All Articles

Getting Started with SAS Programming - SAS Studio and Basic Syntax

This is first in a series of notes as I go through the course: Getting Started with SAS Programming.

Welcome

Welcome to the Course!

Steps to make data meaningful and accessible

Fig. Steps to make data meaningful and accessible

To make data meaningful and accessible:

  • access data or read it with a program
  • explore the data to see what’s there what you might need to add or change
  • prepare the data for analysis
  • analyze and report on the data
  • export results to various report and data formats.

Choosing and Setting Up SAS Software for this Course

SAS Studio can be practiced in 2 ways -

Setting Up Practice Files

Using SAS Programming Tools

SAS Programming Interfaces

SAS has several programming interfaces that one can use to write and submit code:

  • SAS Studio
  • SAS Enterprise Studio
  • SAS Windowing Environment

In this course, we’ll be using SAS studio.

SAS studio contains 4 tabs

  • Editor to write and submit code
  • Log to view messages from SAS
  • Results, and
  • Output Data to view results

To make programming much easier the editor contains - code completion, formatting and syntax coloring.

Programming with SAS Studio

We can use the navigation pane on the left to access data in different folders.
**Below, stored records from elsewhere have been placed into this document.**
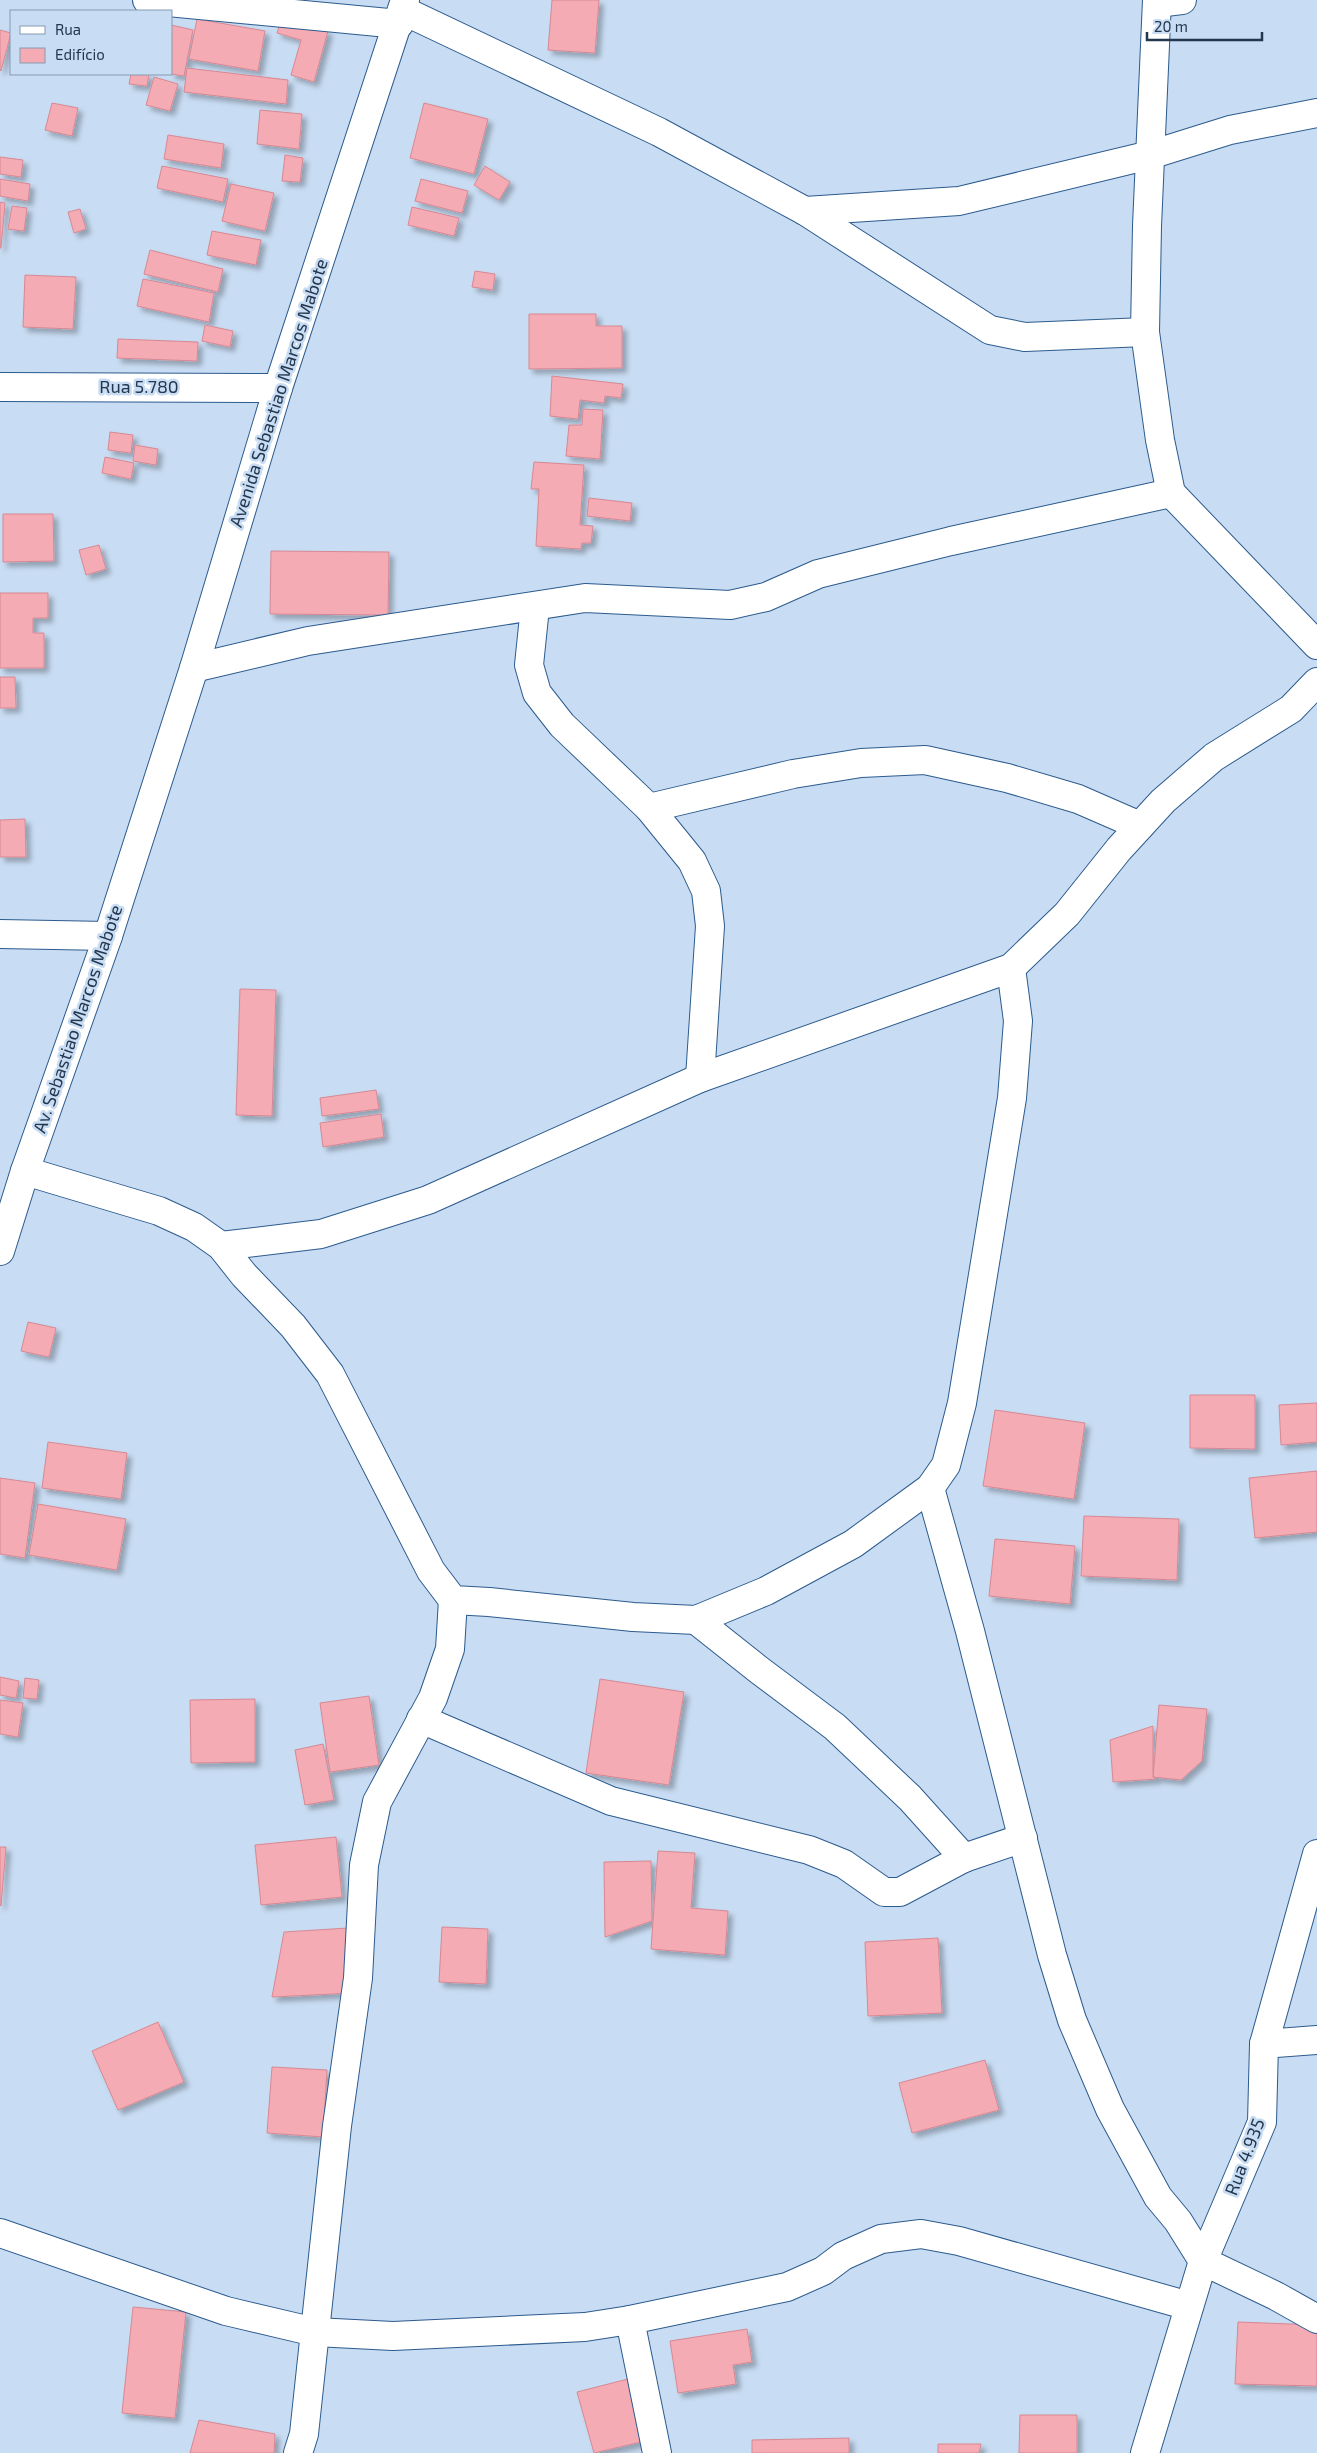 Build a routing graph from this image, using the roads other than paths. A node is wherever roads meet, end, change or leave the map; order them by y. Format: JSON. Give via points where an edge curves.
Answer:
{"nodes":[{"id":1,"x":147,"y":0,"type":"edge"},
{"id":2,"x":1165,"y":1,"type":"edge"},
{"id":3,"x":402,"y":12,"type":"edge"},
{"id":4,"x":1317,"y":112,"type":"edge"},
{"id":5,"x":1150,"y":155,"type":"junction"},
{"id":6,"x":805,"y":211,"type":"junction"},
{"id":7,"x":1145,"y":332,"type":"junction"},
{"id":8,"x":0,"y":387,"type":"edge"},
{"id":9,"x":278,"y":388,"type":"junction"},
{"id":10,"x":1171,"y":493,"type":"junction"},
{"id":11,"x":535,"y":607,"type":"junction"},
{"id":12,"x":1317,"y":645,"type":"edge"},
{"id":13,"x":194,"y":668,"type":"junction"},
{"id":14,"x":1317,"y":682,"type":"edge"},
{"id":15,"x":155,"y":787,"type":"joint"},
{"id":16,"x":649,"y":808,"type":"junction"},
{"id":17,"x":1140,"y":826,"type":"junction"},
{"id":18,"x":0,"y":934,"type":"edge"},
{"id":19,"x":108,"y":936,"type":"junction"},
{"id":20,"x":1011,"y":968,"type":"junction"},
{"id":21,"x":700,"y":1078,"type":"junction"},
{"id":22,"x":25,"y":1171,"type":"junction"},
{"id":23,"x":221,"y":1246,"type":"junction"},
{"id":24,"x":0,"y":1251,"type":"edge"},
{"id":25,"x":930,"y":1488,"type":"junction"},
{"id":26,"x":453,"y":1600,"type":"junction"},
{"id":27,"x":696,"y":1620,"type":"junction"},
{"id":28,"x":421,"y":1719,"type":"junction"},
{"id":29,"x":1023,"y":1838,"type":"junction"},
{"id":30,"x":1317,"y":1854,"type":"edge"},
{"id":31,"x":964,"y":1858,"type":"junction"},
{"id":32,"x":1317,"y":2040,"type":"edge"},
{"id":33,"x":1264,"y":2044,"type":"junction"},
{"id":34,"x":0,"y":2233,"type":"edge"},
{"id":35,"x":1203,"y":2261,"type":"junction"},
{"id":36,"x":1189,"y":2306,"type":"junction"},
{"id":37,"x":1317,"y":2319,"type":"edge"},
{"id":38,"x":630,"y":2320,"type":"junction"},
{"id":39,"x":315,"y":2332,"type":"junction"},
{"id":40,"x":298,"y":2453,"type":"edge"},
{"id":41,"x":657,"y":2453,"type":"edge"},
{"id":42,"x":1145,"y":2453,"type":"edge"}],
"edges":[{"from":1,"to":3,"type":"street"},
{"from":2,"to":5,"type":"street"},
{"from":3,"to":6,"type":"street","via":[[659,132]]},
{"from":3,"to":9,"type":"street","name":"Avenida Sebastiao Marcos Mabote"},
{"from":4,"to":5,"type":"street","via":[[1230,130]]},
{"from":5,"to":6,"type":"street","via":[[959,201]]},
{"from":5,"to":7,"type":"street"},
{"from":6,"to":7,"type":"street","via":[[990,330],[1025,337]]},
{"from":7,"to":10,"type":"street"},
{"from":8,"to":9,"type":"street","name":"Rua 5.780"},
{"from":9,"to":13,"type":"street","name":"Avenida Sebastiao Marcos Mabote"},
{"from":10,"to":11,"type":"street","via":[[818,574],[766,597],[730,605],[585,598]]},
{"from":10,"to":12,"type":"street"},
{"from":11,"to":13,"type":"street","via":[[308,641]]},
{"from":11,"to":16,"type":"street","via":[[529,666],[536,693],[562,725]]},
{"from":13,"to":15,"type":"street","name":"Avenida Sebastiao Marcos Mabote"},
{"from":14,"to":17,"type":"street","via":[[1291,709],[1214,757],[1163,801]]},
{"from":15,"to":19,"type":"street","name":"Av. Sebastiao Marcos Mabote"},
{"from":16,"to":17,"type":"street","via":[[793,774],[860,763],[925,760],[1007,778],[1078,799]]},
{"from":16,"to":21,"type":"street","via":[[692,861],[706,891],[710,926]]},
{"from":17,"to":20,"type":"street","via":[[1067,914]]},
{"from":18,"to":19,"type":"street"},
{"from":19,"to":22,"type":"street","name":"Av. Sebastiao Marcos Mabote"},
{"from":20,"to":21,"type":"street"},
{"from":20,"to":25,"type":"street","via":[[1018,1021],[1012,1098],[962,1402],[946,1465]]},
{"from":21,"to":23,"type":"street","via":[[428,1200],[321,1234]]},
{"from":22,"to":23,"type":"street","via":[[159,1211],[194,1227]]},
{"from":22,"to":24,"type":"street","name":"Av. Sebastiao Marcos Mabote"},
{"from":23,"to":26,"type":"street","via":[[293,1326],[330,1374],[431,1571]]},
{"from":25,"to":27,"type":"street","via":[[853,1544],[766,1591]]},
{"from":25,"to":29,"type":"street"},
{"from":26,"to":27,"type":"street"},
{"from":26,"to":28,"type":"street","via":[[450,1649],[433,1698]]},
{"from":27,"to":31,"type":"street","via":[[835,1726],[910,1798]]},
{"from":28,"to":31,"type":"street","via":[[611,1801],[809,1850],[844,1864],[884,1892],[900,1892]]},
{"from":28,"to":39,"type":"street","via":[[378,1802],[364,1865],[358,1978],[337,2126]]},
{"from":29,"to":31,"type":"street"},
{"from":29,"to":35,"type":"street","via":[[1072,2020],[1110,2109],[1158,2197],[1178,2221]]},
{"from":30,"to":33,"type":"street","name":"Rua 4.935"},
{"from":32,"to":33,"type":"street"},
{"from":33,"to":35,"type":"street","name":"Rua 4.935","via":[[1262,2122]]},
{"from":34,"to":39,"type":"street","via":[[226,2311]]},
{"from":35,"to":36,"type":"street","name":"Rua 4.935"},
{"from":35,"to":37,"type":"street"},
{"from":36,"to":38,"type":"street","via":[[960,2241],[921,2234],[881,2239],[787,2288]]},
{"from":36,"to":42,"type":"street","name":"Rua 4.935"},
{"from":38,"to":39,"type":"street","via":[[585,2327],[393,2336]]},
{"from":38,"to":41,"type":"street"},
{"from":39,"to":40,"type":"street","via":[[304,2434]]}]}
SAS contains few reference. Let us open the CLASS table: Libraries → My Libraries → SASHELP → CLASS. Double clicking CLASS opens the table in the data grid.

CLASS table opened in SAS

Fig. CLASS table opened in SAS

  • On the left side, we have a panel that summarizes the columns and their attributes which can be minimized by clicking the left arrow button.
  • Let us write a new program to analyze the data. A new tab can be opened by pressing F4 or by Options → New SAS Program.
/* Reads SASHELP.CLASS tablereads that SASHELP.CLASS table
and creates a copy called myclass. */
data myclass;
	set sashelp.class;
run;

/* Prints what in MYCLASS table */
proc print data=myclass;
run;

Clicking on run (or pressing F3) creates RESULT.

  • In the LOG tab, we can observe the notes. Since the program ran successfully we do not see any Errors or Warnings.
  • RESULTS includes the report that was created for the new MYCLASS table.
  • OUTPUT DATA displays the new table created: MYCLASS.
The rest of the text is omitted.